■ WHAT YOU ARE ASKED TO DO: Each line of the data must be copied exactly.

============

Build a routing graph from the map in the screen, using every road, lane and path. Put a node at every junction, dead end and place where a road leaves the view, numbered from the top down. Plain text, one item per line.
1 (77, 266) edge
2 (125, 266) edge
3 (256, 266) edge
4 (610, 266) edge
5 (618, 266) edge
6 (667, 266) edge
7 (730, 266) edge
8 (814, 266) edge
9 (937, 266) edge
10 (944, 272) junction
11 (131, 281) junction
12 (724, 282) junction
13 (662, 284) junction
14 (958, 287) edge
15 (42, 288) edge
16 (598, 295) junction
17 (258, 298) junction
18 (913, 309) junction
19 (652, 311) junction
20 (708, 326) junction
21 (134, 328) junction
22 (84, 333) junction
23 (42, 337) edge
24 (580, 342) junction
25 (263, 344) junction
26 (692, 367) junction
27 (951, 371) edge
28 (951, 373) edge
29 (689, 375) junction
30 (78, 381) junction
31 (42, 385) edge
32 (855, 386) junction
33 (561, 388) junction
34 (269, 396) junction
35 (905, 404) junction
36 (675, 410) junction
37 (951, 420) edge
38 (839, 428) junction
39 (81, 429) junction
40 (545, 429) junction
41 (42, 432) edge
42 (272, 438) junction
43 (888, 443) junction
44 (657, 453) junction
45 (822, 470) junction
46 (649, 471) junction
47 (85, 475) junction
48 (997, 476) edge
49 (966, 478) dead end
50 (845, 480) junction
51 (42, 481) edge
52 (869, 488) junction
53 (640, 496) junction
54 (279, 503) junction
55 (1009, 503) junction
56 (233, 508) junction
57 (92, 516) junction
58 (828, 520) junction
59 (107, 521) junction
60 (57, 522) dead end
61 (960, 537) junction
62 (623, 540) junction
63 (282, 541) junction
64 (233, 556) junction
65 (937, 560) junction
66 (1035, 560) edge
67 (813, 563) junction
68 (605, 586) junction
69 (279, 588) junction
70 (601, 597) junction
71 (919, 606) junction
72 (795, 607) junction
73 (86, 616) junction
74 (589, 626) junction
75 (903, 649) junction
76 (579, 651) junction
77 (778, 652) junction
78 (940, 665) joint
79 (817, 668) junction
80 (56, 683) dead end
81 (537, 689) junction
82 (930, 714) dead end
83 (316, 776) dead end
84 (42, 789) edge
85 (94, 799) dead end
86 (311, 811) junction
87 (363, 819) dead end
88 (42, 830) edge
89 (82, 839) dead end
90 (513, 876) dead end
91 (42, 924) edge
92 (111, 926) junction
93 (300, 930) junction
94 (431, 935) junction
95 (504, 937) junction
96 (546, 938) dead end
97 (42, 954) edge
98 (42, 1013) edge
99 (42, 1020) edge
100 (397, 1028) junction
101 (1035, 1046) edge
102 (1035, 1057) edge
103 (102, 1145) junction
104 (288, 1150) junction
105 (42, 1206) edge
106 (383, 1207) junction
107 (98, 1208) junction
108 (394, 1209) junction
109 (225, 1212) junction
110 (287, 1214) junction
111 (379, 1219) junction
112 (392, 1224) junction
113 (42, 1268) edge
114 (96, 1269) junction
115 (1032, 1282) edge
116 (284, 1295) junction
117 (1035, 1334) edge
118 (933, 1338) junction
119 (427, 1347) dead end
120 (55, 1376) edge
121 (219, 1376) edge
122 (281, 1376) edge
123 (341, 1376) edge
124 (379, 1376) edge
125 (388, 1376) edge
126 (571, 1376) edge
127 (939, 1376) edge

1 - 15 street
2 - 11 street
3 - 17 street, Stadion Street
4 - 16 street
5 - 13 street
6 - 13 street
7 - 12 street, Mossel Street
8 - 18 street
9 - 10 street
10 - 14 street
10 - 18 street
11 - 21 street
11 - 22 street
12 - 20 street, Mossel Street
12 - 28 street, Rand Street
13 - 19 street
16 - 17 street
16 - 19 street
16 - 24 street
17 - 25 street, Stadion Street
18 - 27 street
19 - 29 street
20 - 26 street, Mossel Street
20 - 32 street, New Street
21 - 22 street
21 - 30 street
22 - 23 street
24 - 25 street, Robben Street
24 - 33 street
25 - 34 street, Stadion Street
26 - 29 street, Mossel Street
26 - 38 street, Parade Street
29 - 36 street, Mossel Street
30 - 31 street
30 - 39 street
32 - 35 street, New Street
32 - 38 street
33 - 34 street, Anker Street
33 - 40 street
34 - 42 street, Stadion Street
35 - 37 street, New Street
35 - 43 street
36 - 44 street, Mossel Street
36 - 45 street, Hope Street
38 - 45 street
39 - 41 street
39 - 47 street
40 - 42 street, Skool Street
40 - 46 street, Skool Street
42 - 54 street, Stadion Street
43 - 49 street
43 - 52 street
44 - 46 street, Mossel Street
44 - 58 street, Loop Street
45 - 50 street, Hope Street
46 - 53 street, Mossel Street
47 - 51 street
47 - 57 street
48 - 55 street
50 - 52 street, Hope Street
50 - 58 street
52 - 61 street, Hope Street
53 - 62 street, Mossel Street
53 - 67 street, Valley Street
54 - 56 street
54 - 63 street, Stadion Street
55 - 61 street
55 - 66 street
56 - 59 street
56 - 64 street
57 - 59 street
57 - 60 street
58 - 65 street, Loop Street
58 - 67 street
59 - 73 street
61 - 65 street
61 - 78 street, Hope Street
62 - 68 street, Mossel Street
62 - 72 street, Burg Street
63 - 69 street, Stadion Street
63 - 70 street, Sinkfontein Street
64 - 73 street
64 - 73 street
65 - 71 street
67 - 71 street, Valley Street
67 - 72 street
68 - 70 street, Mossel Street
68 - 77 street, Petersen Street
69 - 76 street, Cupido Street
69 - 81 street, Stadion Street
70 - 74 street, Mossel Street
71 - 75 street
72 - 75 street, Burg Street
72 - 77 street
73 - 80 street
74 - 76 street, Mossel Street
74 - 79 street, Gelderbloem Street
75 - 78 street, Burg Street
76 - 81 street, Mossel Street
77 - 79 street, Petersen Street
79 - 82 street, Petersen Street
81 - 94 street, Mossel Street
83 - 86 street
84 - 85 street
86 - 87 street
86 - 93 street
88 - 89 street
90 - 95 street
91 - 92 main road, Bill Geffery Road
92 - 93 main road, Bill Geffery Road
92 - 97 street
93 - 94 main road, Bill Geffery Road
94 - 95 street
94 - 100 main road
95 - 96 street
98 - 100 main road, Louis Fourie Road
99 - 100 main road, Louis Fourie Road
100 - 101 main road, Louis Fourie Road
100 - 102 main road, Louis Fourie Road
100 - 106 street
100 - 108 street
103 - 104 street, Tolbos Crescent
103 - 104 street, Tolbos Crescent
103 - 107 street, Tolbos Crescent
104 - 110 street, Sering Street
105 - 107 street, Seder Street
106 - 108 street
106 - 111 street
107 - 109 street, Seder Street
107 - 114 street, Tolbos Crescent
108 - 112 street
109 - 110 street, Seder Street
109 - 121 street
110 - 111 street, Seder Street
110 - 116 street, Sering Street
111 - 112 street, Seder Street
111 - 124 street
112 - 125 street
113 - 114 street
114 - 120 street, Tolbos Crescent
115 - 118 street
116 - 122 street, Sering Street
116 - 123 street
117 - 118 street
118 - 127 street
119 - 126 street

============

■ PROBLEM SOLUTION:
Build a routing graph from the map in the screen, using every road, lane and path. Put a node at every junction, dead end and place where a road leaves the view, numbered from the top down. Plain text, one item per line.
1 (77, 266) edge
2 (125, 266) edge
3 (256, 266) edge
4 (610, 266) edge
5 (618, 266) edge
6 (667, 266) edge
7 (730, 266) edge
8 (814, 266) edge
9 (937, 266) edge
10 (944, 272) junction
11 (131, 281) junction
12 (724, 282) junction
13 (662, 284) junction
14 (958, 287) edge
15 (42, 288) edge
16 (598, 295) junction
17 (258, 298) junction
18 (913, 309) junction
19 (652, 311) junction
20 (708, 326) junction
21 (134, 328) junction
22 (84, 333) junction
23 (42, 337) edge
24 (580, 342) junction
25 (263, 344) junction
26 (692, 367) junction
27 (951, 371) edge
28 (951, 373) edge
29 (689, 375) junction
30 (78, 381) junction
31 (42, 385) edge
32 (855, 386) junction
33 (561, 388) junction
34 (269, 396) junction
35 (905, 404) junction
36 (675, 410) junction
37 (951, 420) edge
38 (839, 428) junction
39 (81, 429) junction
40 (545, 429) junction
41 (42, 432) edge
42 (272, 438) junction
43 (888, 443) junction
44 (657, 453) junction
45 (822, 470) junction
46 (649, 471) junction
47 (85, 475) junction
48 (997, 476) edge
49 (966, 478) dead end
50 (845, 480) junction
51 (42, 481) edge
52 (869, 488) junction
53 (640, 496) junction
54 (279, 503) junction
55 (1009, 503) junction
56 (233, 508) junction
57 (92, 516) junction
58 (828, 520) junction
59 (107, 521) junction
60 (57, 522) dead end
61 (960, 537) junction
62 (623, 540) junction
63 (282, 541) junction
64 (233, 556) junction
65 (937, 560) junction
66 (1035, 560) edge
67 (813, 563) junction
68 (605, 586) junction
69 (279, 588) junction
70 (601, 597) junction
71 (919, 606) junction
72 (795, 607) junction
73 (86, 616) junction
74 (589, 626) junction
75 (903, 649) junction
76 (579, 651) junction
77 (778, 652) junction
78 (940, 665) joint
79 (817, 668) junction
80 (56, 683) dead end
81 (537, 689) junction
82 (930, 714) dead end
83 (316, 776) dead end
84 (42, 789) edge
85 (94, 799) dead end
86 (311, 811) junction
87 (363, 819) dead end
88 (42, 830) edge
89 (82, 839) dead end
90 (513, 876) dead end
91 (42, 924) edge
92 (111, 926) junction
93 (300, 930) junction
94 (431, 935) junction
95 (504, 937) junction
96 (546, 938) dead end
97 (42, 954) edge
98 (42, 1013) edge
99 (42, 1020) edge
100 (397, 1028) junction
101 (1035, 1046) edge
102 (1035, 1057) edge
103 (102, 1145) junction
104 (288, 1150) junction
105 (42, 1206) edge
106 (383, 1207) junction
107 (98, 1208) junction
108 (394, 1209) junction
109 (225, 1212) junction
110 (287, 1214) junction
111 (379, 1219) junction
112 (392, 1224) junction
113 (42, 1268) edge
114 (96, 1269) junction
115 (1032, 1282) edge
116 (284, 1295) junction
117 (1035, 1334) edge
118 (933, 1338) junction
119 (427, 1347) dead end
120 (55, 1376) edge
121 (219, 1376) edge
122 (281, 1376) edge
123 (341, 1376) edge
124 (379, 1376) edge
125 (388, 1376) edge
126 (571, 1376) edge
127 (939, 1376) edge

1 - 15 street
2 - 11 street
3 - 17 street, Stadion Street
4 - 16 street
5 - 13 street
6 - 13 street
7 - 12 street, Mossel Street
8 - 18 street
9 - 10 street
10 - 14 street
10 - 18 street
11 - 21 street
11 - 22 street
12 - 20 street, Mossel Street
12 - 28 street, Rand Street
13 - 19 street
16 - 17 street
16 - 19 street
16 - 24 street
17 - 25 street, Stadion Street
18 - 27 street
19 - 29 street
20 - 26 street, Mossel Street
20 - 32 street, New Street
21 - 22 street
21 - 30 street
22 - 23 street
24 - 25 street, Robben Street
24 - 33 street
25 - 34 street, Stadion Street
26 - 29 street, Mossel Street
26 - 38 street, Parade Street
29 - 36 street, Mossel Street
30 - 31 street
30 - 39 street
32 - 35 street, New Street
32 - 38 street
33 - 34 street, Anker Street
33 - 40 street
34 - 42 street, Stadion Street
35 - 37 street, New Street
35 - 43 street
36 - 44 street, Mossel Street
36 - 45 street, Hope Street
38 - 45 street
39 - 41 street
39 - 47 street
40 - 42 street, Skool Street
40 - 46 street, Skool Street
42 - 54 street, Stadion Street
43 - 49 street
43 - 52 street
44 - 46 street, Mossel Street
44 - 58 street, Loop Street
45 - 50 street, Hope Street
46 - 53 street, Mossel Street
47 - 51 street
47 - 57 street
48 - 55 street
50 - 52 street, Hope Street
50 - 58 street
52 - 61 street, Hope Street
53 - 62 street, Mossel Street
53 - 67 street, Valley Street
54 - 56 street
54 - 63 street, Stadion Street
55 - 61 street
55 - 66 street
56 - 59 street
56 - 64 street
57 - 59 street
57 - 60 street
58 - 65 street, Loop Street
58 - 67 street
59 - 73 street
61 - 65 street
61 - 78 street, Hope Street
62 - 68 street, Mossel Street
62 - 72 street, Burg Street
63 - 69 street, Stadion Street
63 - 70 street, Sinkfontein Street
64 - 73 street
64 - 73 street
65 - 71 street
67 - 71 street, Valley Street
67 - 72 street
68 - 70 street, Mossel Street
68 - 77 street, Petersen Street
69 - 76 street, Cupido Street
69 - 81 street, Stadion Street
70 - 74 street, Mossel Street
71 - 75 street
72 - 75 street, Burg Street
72 - 77 street
73 - 80 street
74 - 76 street, Mossel Street
74 - 79 street, Gelderbloem Street
75 - 78 street, Burg Street
76 - 81 street, Mossel Street
77 - 79 street, Petersen Street
79 - 82 street, Petersen Street
81 - 94 street, Mossel Street
83 - 86 street
84 - 85 street
86 - 87 street
86 - 93 street
88 - 89 street
90 - 95 street
91 - 92 main road, Bill Geffery Road
92 - 93 main road, Bill Geffery Road
92 - 97 street
93 - 94 main road, Bill Geffery Road
94 - 95 street
94 - 100 main road
95 - 96 street
98 - 100 main road, Louis Fourie Road
99 - 100 main road, Louis Fourie Road
100 - 101 main road, Louis Fourie Road
100 - 102 main road, Louis Fourie Road
100 - 106 street
100 - 108 street
103 - 104 street, Tolbos Crescent
103 - 104 street, Tolbos Crescent
103 - 107 street, Tolbos Crescent
104 - 110 street, Sering Street
105 - 107 street, Seder Street
106 - 108 street
106 - 111 street
107 - 109 street, Seder Street
107 - 114 street, Tolbos Crescent
108 - 112 street
109 - 110 street, Seder Street
109 - 121 street
110 - 111 street, Seder Street
110 - 116 street, Sering Street
111 - 112 street, Seder Street
111 - 124 street
112 - 125 street
113 - 114 street
114 - 120 street, Tolbos Crescent
115 - 118 street
116 - 122 street, Sering Street
116 - 123 street
117 - 118 street
118 - 127 street
119 - 126 street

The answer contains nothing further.